= Fair Rubber Association =

German non-governmental organization

The Fair Rubber Association (Fair Rubber e.V) is a non-governmental organization registered in Germany, which promotes the adoption of fair trade principles for products made of natural rubber, to improve the working and living conditions of the primary producers of natural rubber, such as tappers and small farmers.

==History==
The first fair trade project for rubber was initiated in 2006 by FairDeal Trading Llp, a small British pioneer in fairly traded sports balls, who was trying to make their products more environmentally sustainable. With more than 60% of a standard soccer ball consisting of rubber, they sought suppliers willing to become partners in a fair trade rubber project. This attracted the attention of a condom manufacturer and a mattress manufacturer in Germany, who placed their products under the same fair trade conditions. As additional companies became interested, including a household gloves trader from the U.S., an independent organization was set up to run the fair trade project. This organization, the Fair Rubber Association, was founded on June 21, 2012. Since its founding, other traders and NGOs have joined.
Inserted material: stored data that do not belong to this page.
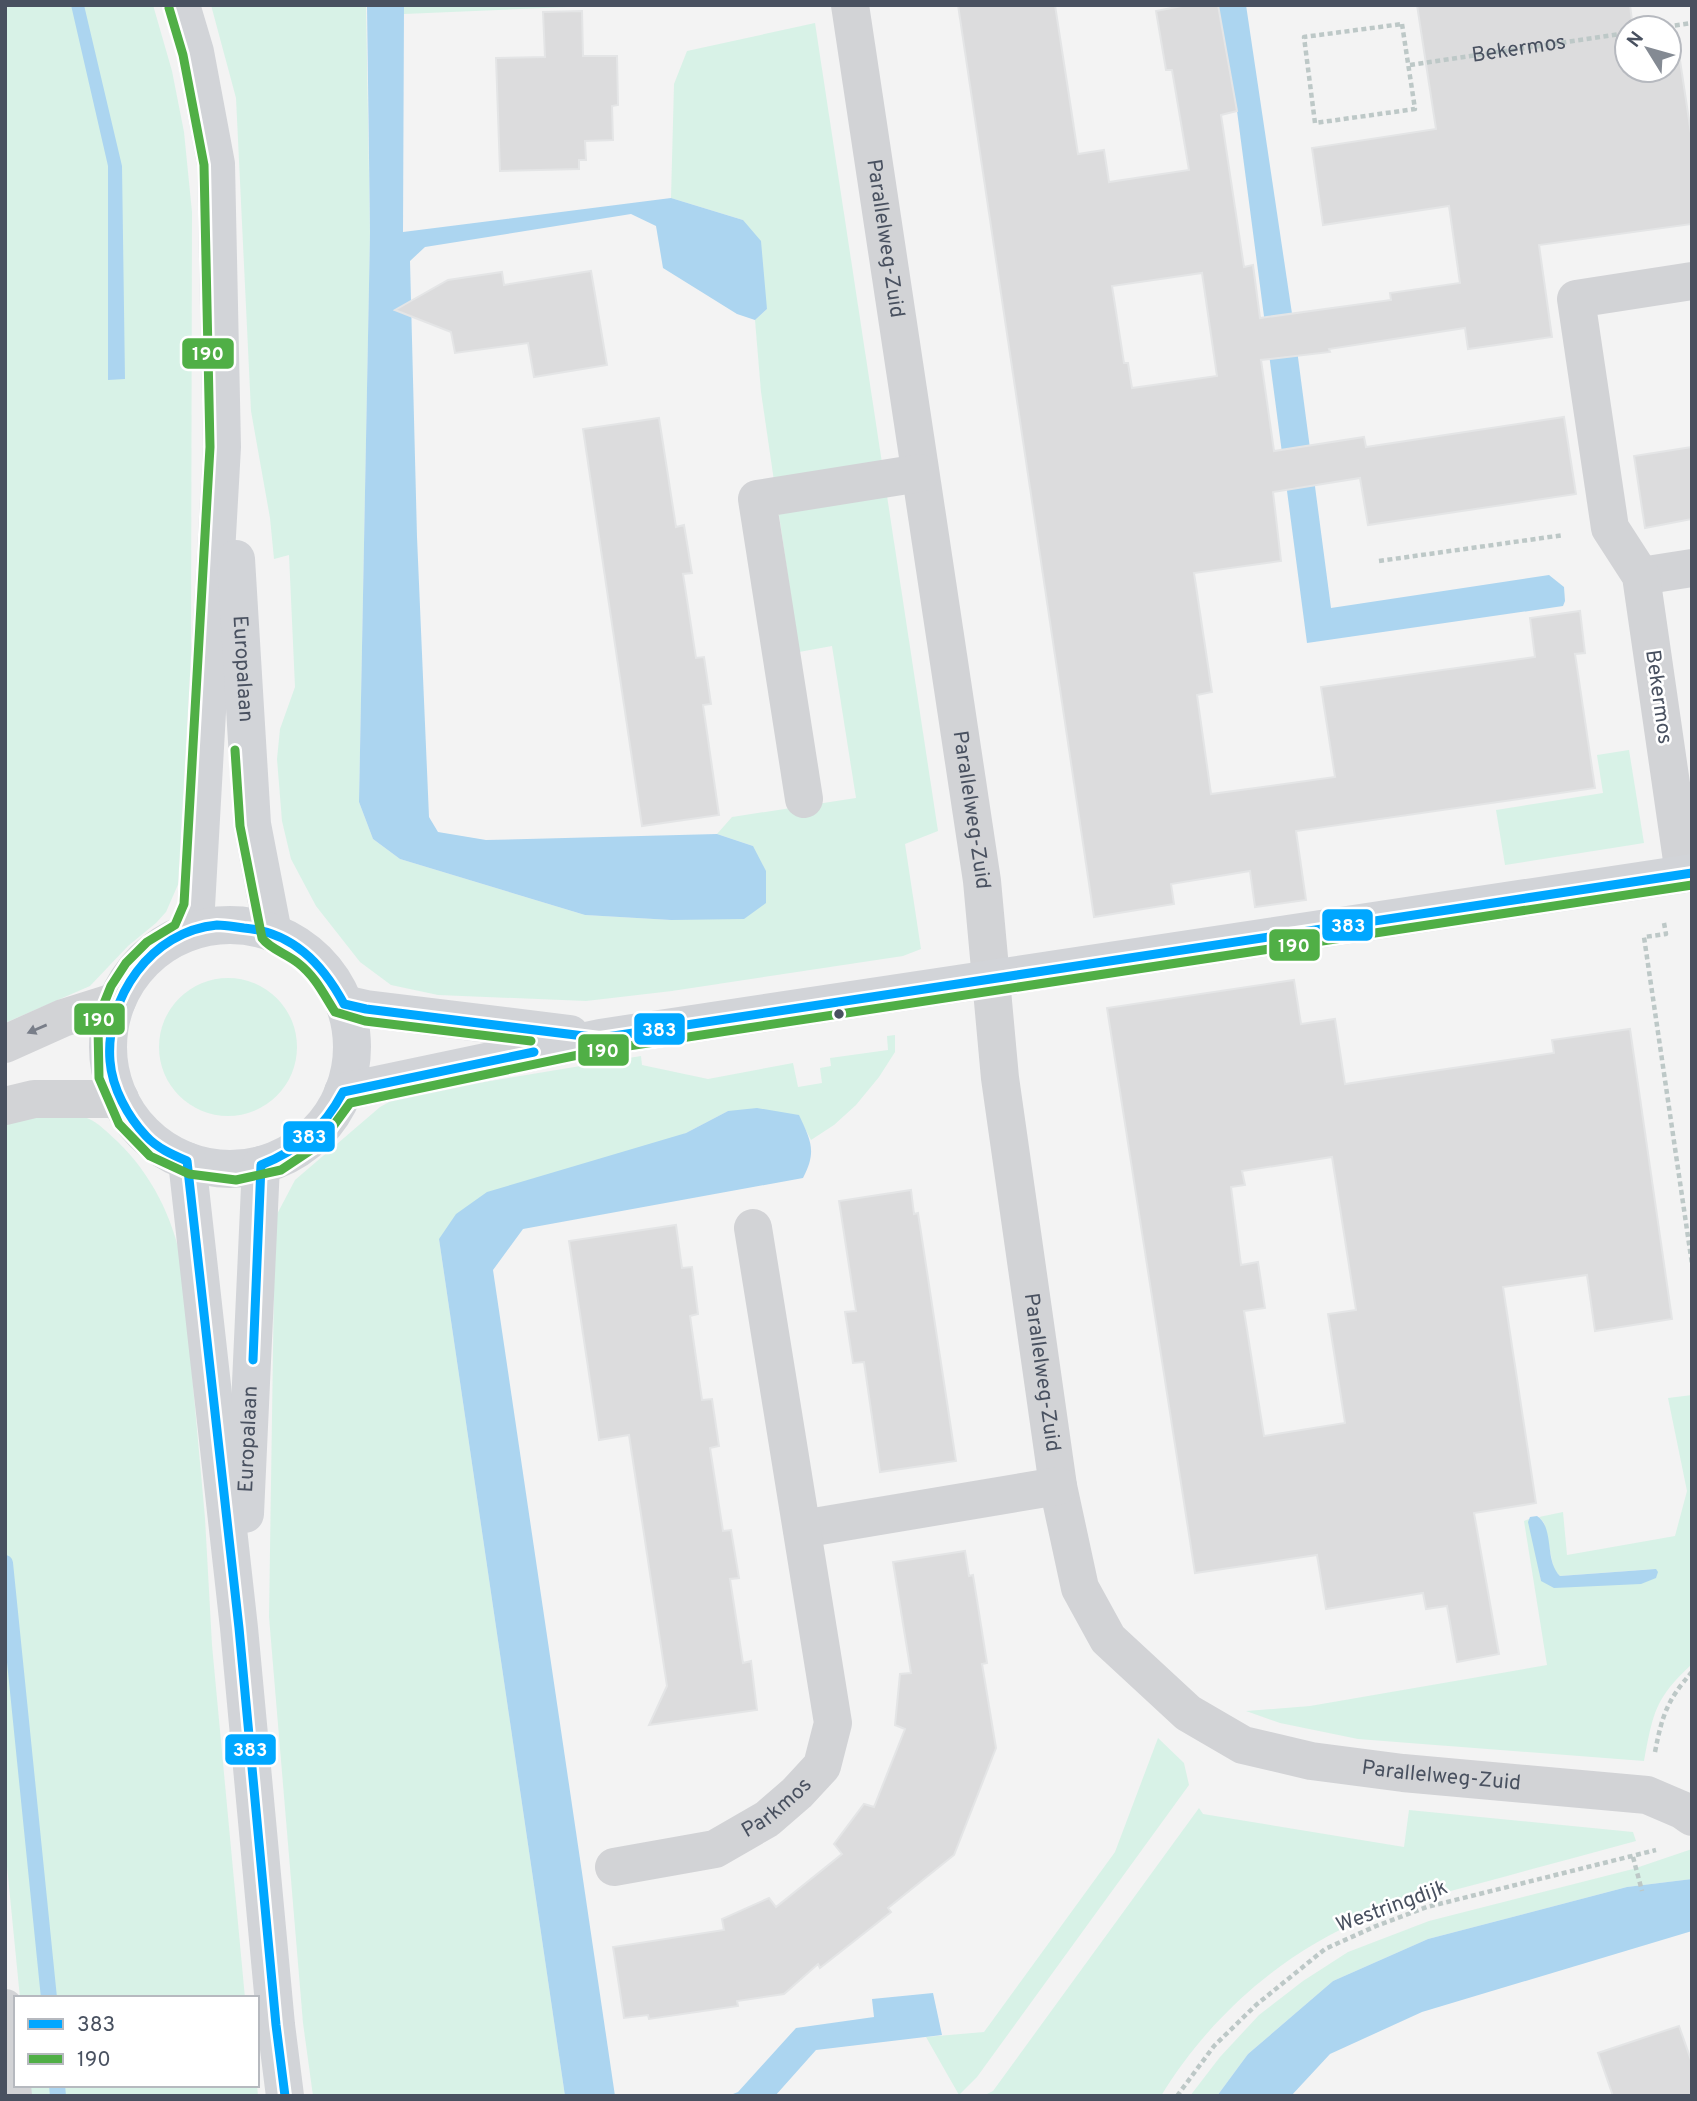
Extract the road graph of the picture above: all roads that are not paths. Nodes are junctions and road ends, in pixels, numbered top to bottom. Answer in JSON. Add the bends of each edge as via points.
{"nodes":[{"id":1,"x":181,"y":5,"type":"edge"},
{"id":2,"x":850,"y":5,"type":"edge"},
{"id":3,"x":1692,"y":281,"type":"edge"},
{"id":4,"x":222,"y":447,"type":"junction"},
{"id":5,"x":920,"y":473,"type":"junction"},
{"id":6,"x":1692,"y":568,"type":"edge"},
{"id":7,"x":1641,"y":576,"type":"junction"},
{"id":8,"x":804,"y":799,"type":"dead end"},
{"id":9,"x":1678,"y":875,"type":"edge"},
{"id":10,"x":185,"y":933,"type":"junction"},
{"id":11,"x":273,"y":933,"type":"junction"},
{"id":12,"x":990,"y":978,"type":"junction"},
{"id":13,"x":117,"y":1002,"type":"junction"},
{"id":14,"x":344,"y":1004,"type":"junction"},
{"id":15,"x":600,"y":1038,"type":"junction"},
{"id":16,"x":5,"y":1044,"type":"edge"},
{"id":17,"x":343,"y":1093,"type":"junction"},
{"id":18,"x":120,"y":1099,"type":"junction"},
{"id":19,"x":5,"y":1106,"type":"edge"},
{"id":20,"x":187,"y":1161,"type":"junction"},
{"id":21,"x":261,"y":1165,"type":"junction"},
{"id":22,"x":753,"y":1228,"type":"dead end"},
{"id":23,"x":1058,"y":1486,"type":"junction"},
{"id":24,"x":802,"y":1529,"type":"junction"},
{"id":25,"x":239,"y":1628,"type":"junction"},
{"id":26,"x":1692,"y":1817,"type":"edge"},
{"id":27,"x":614,"y":1867,"type":"dead end"},
{"id":28,"x":5,"y":2008,"type":"edge"},
{"id":29,"x":13,"y":2096,"type":"edge"},
{"id":30,"x":285,"y":2096,"type":"edge"}],
"edges":[{"from":1,"to":4,"type":"main road","name":"Europalaan","via":[[195,52],[216,164]]},
{"from":2,"to":5,"type":"street","name":"Parallelweg-Zuid"},
{"from":3,"to":7,"type":"street","name":"Bekermos","via":[[1576,299],[1609,528]]},
{"from":4,"to":10,"type":"main road","name":"Europalaan","via":[[196,906]]},
{"from":4,"to":11,"type":"main road","name":"Europalaan","via":[[237,564],[252,824]]},
{"from":5,"to":8,"type":"street","via":[[757,499]]},
{"from":5,"to":12,"type":"street","name":"Parallelweg-Zuid","via":[[982,881]]},
{"from":6,"to":7,"type":"street"},
{"from":7,"to":9,"type":"street","name":"Bekermos"},
{"from":9,"to":12,"type":"main road"},
{"from":10,"to":11,"type":"main road","via":[[229,925]]},
{"from":10,"to":13,"type":"main road","via":[[144,961]]},
{"from":11,"to":14,"type":"main road","via":[[317,961]]},
{"from":12,"to":15,"type":"main road"},
{"from":12,"to":23,"type":"street","name":"Parallelweg-Zuid"},
{"from":13,"to":16,"type":"street","one_way":true,"via":[[63,1018]]},
{"from":13,"to":18,"type":"main road","via":[[108,1051]]},
{"from":14,"to":15,"type":"main road"},
{"from":14,"to":17,"type":"main road","via":[[352,1048]]},
{"from":15,"to":17,"type":"main road"},
{"from":17,"to":21,"type":"main road","via":[[333,1113],[302,1146]]},
{"from":18,"to":19,"type":"street","via":[[34,1099]]},
{"from":18,"to":20,"type":"main road","via":[[147,1137]]},
{"from":20,"to":21,"type":"main road","via":[[236,1169]]},
{"from":20,"to":25,"type":"main road","name":"Europalaan"},
{"from":21,"to":25,"type":"main road","name":"Europalaan"},
{"from":22,"to":24,"type":"street","name":"Parkmos"},
{"from":23,"to":24,"type":"street"},
{"from":23,"to":26,"type":"street","name":"Parallelweg-Zuid","via":[[1080,1588],[1108,1639],[1188,1713],[1243,1745],[1311,1761],[1402,1773],[1647,1795]]},
{"from":24,"to":27,"type":"street","name":"Parkmos","via":[[833,1723],[822,1766],[767,1819],[715,1849]]},
{"from":25,"to":30,"type":"main road","name":"Europalaan"},
{"from":28,"to":29,"type":"street"}]}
==Criteria for fairly traded rubber ==
The criteria for fairly traded natural rubber are closely aligned to the criteria of the FairTrade Labelling Organization (FLO) International for tea. This is in part because in India and Sri Lanka, from where fairly traded natural rubber is sourced, tea and rubber plantations often belong to the same owners, and the workers are represented by the same trade unions. Additionally, Martin Kunz, the Executive Secretary of the Fair Rubber Association, had a central role in establishing the criteria for fair trade-labelled tea during his time as general secretary of TransFair International (TFI).

Fair Rubber Logo

At the center of this first fair trade-labelled product from plantations, was a fixed extra payment per kilogram of produce traded. This "fair trade premium" is paid into a separate bank account, and decision-making power for how the money is spent rests with a joint body made up of a committee of elected members of the workforce and management delegates. The fair trade premium may only be used for the improvement of the working and living conditions of the plantation employees. In the case of small farmer associations, the association's board that makes decisions regarding how the premium is spent. The fair trade premium paid by the members of the Fair Rubber Association is 0.50 EUR per kg of dry rubber content (DRC) on top of the market price of rubber. The Association's logo may be used on products for which this fair trade premium has been paid.

==Environmental considerations==
The Fair Rubber Association argues that a key component of fair trade is to help make the environment safer for producers and consumers by promoting sustainability in products and production. Taking harmful chemicals out of farming is of benefit to the primary producers, and while natural rubber is not suitable for all applications, it is superior to synthetic rubbers in terms of environmental benefits. Synthetic or artificial rubber is a petroleum-based product which has the potential to contribute to climate change. Additionally, the trees from which natural rubber is tapped have such a high leaf density, that they absorb more carbon dioxide than the tropical rain forest.

==Organizational structure==
The Fair Rubber Association is organized as a multi-stakeholder initiative seeking compromise between social, environmental, and commercial interests. The chair of the association is always someone who has no commercial interests in rubber.